Kumar Bağımlılığı: Derinden Gelen Sessiz Bir Çığlık!!

Psikolog Roşhat TİMUR/ Yazdı

Kimi zaman bir masa başında, kimi zaman bir ekranın soğuk ışığında başlıyor her şey. Kimi zaman çok ufak olan bir borcu kapatmak için veya daha fazlasını kazanmak adına olan hırs sebebiyle…İnsan, kazanma ihtimalinin yarattığı o küçük heyecanı “kontrol edilebilir bir oyun” zannediyor. Oyun büyüyor, kişi ise fark etmeden küçülüyor ufalıyor eriyor bitiyor.Sessizce yalnızlaşıp toplumdan soyutlanan birey her türlü davranışı sergileyebilecek potansiyele ulaşıyor.

Bir psikolog olarak söyleyebilirim ki; bu bağımlılık, dışarıdan göründüğü kadar “para” ile ilgili değildir. Asıl mesele, insanın beyninde oluşan döngüdür: Ödül beklentisi, belirsizliğin yarattığı adrenalin ve kaybı telafi etme dürtüsü… Hepsi birleşince, bireyin kendini durdurması neredeyse imkânsız hale gelir.

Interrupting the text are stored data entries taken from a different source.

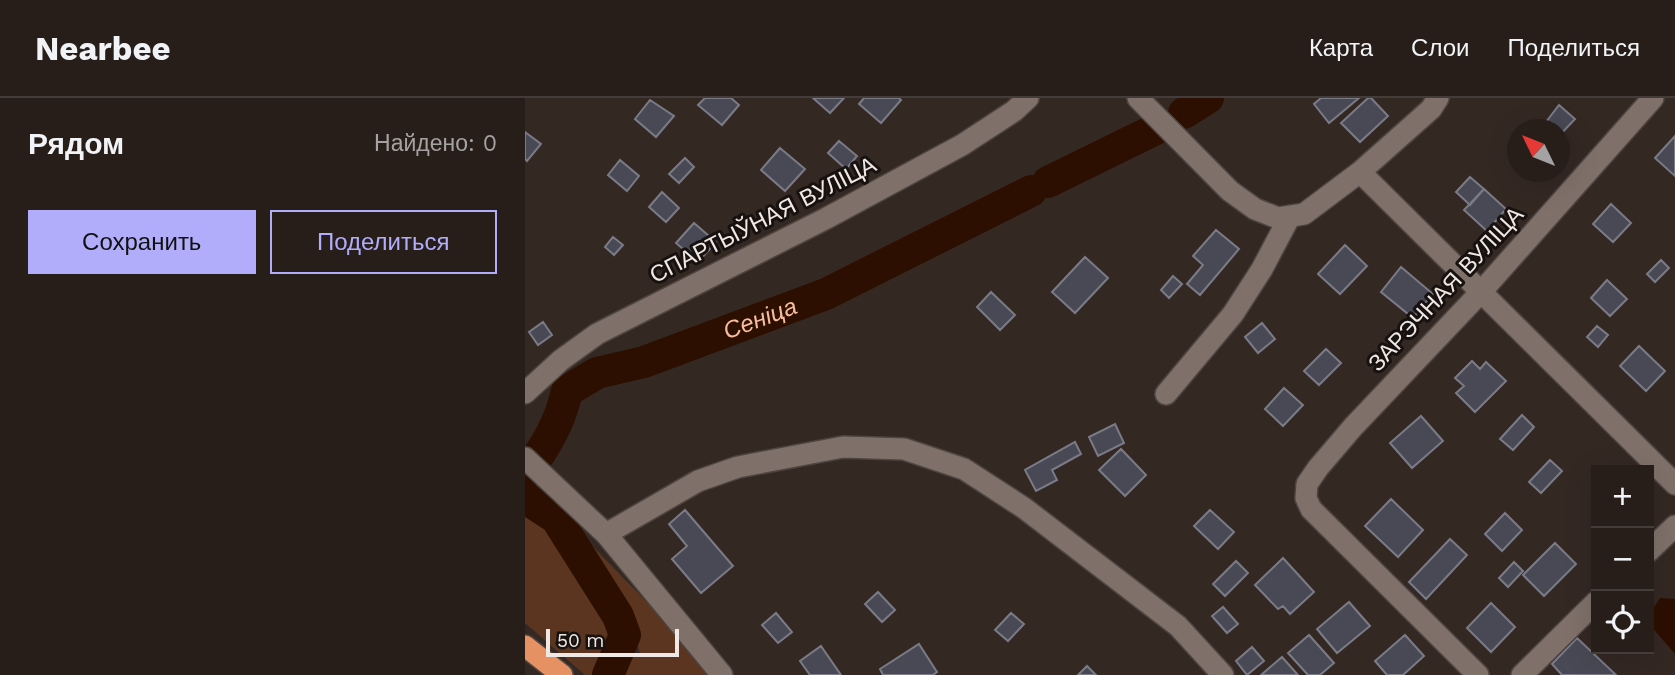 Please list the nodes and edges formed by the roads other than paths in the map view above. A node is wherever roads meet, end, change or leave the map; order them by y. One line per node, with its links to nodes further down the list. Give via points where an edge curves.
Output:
1 (1028, 98): 8 (street, СПАРТЫЎНАЯ ВУЛІЦА, via 962,145 597,334)
2 (1138, 98): 6 (street, via 1230,191 1255,209 1278,218)
3 (1438, 98): 5 (street)
4 (1653, 98): 7 (street, ЗАРЭЧНАЯ ВУЛІЦА)
5 (1360, 172): 6 (street, via 1304,214); 7 (street)
6 (1290, 216): 9 (street, via 1233,314)
7 (1481, 292): 11 (street); 20 (street, ЗАРЭЧНАЯ ВУЛІЦА, via 1353,427 1307,484 1306,498 1311,509)
8 (525, 393)
9 (1166, 394)
10 (525, 458): 13 (street)
11 (1675, 484)
12 (1675, 526): 14 (street)
13 (606, 534): 18 (street); 19 (street, via 698,481 738,467 843,447 904,449 964,469 1024,508 1178,626)
14 (1654, 546)
15 (1591, 607): 21 (street)
16 (525, 646): 17 (highway)
17 (562, 675)
18 (722, 675)
19 (1223, 675)
20 (1478, 675)
21 (1522, 675)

Kumar bağımlıların çoğu aynı cümleyle başlıyor:
“Başta sadece eğlenceydi.”
Ne yazık ki bu cümlenin devamında çoğu zaman bir evrak yığını, borç mesajları, yalanlar ve yorgun yüzler oluyor. Kumar bağımlılığı, kişiyi sadece ekonomik olarak değil; ilişkisel, duygusal ve fiziksel olarak da tüketiyor. Çünkü bağımlılık, sadece parayı değil, insanın kendine olan saygısını da yavaş yavaş yiyip bitiriyor.

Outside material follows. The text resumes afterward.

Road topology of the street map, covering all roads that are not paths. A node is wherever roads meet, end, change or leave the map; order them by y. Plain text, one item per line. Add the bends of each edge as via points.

Kumar oynayan bireylerin çoğu, kaybettikçe daha çok oynama eğilimindedir. Buna psikolojide kayıpları kovalamak deriz. Aslında kişi kaybettiği parayı değil, kaybettiği kontrolü geri almaya çalışır. Fakat bu kontrol hiçbir zaman geri gelmez; çünkü kumarın doğası gereği kazanç anı sürekli bir yanılsamadır.

En acı olanı ise şu:
Kumar bağımlılığı, bir aile hastalığıdır. Masada sadece tek kişi oturur ama bedelini tüm ev halkı öder. Eşler güvenini kaybeder, çocuklar huzursuzlaşır, evde sessiz bir gerilim dolaşır.Coğrafyamızın demografik yapısı gözetildiğinde kalabalık aile yapısına sahip ve bağların kuvvetli olduğu akrabalık ilişkilerinde ise hemen hemen herkesin sosyal ilişkilerine ve hayat kalitesine olumsuz tesir gösterir.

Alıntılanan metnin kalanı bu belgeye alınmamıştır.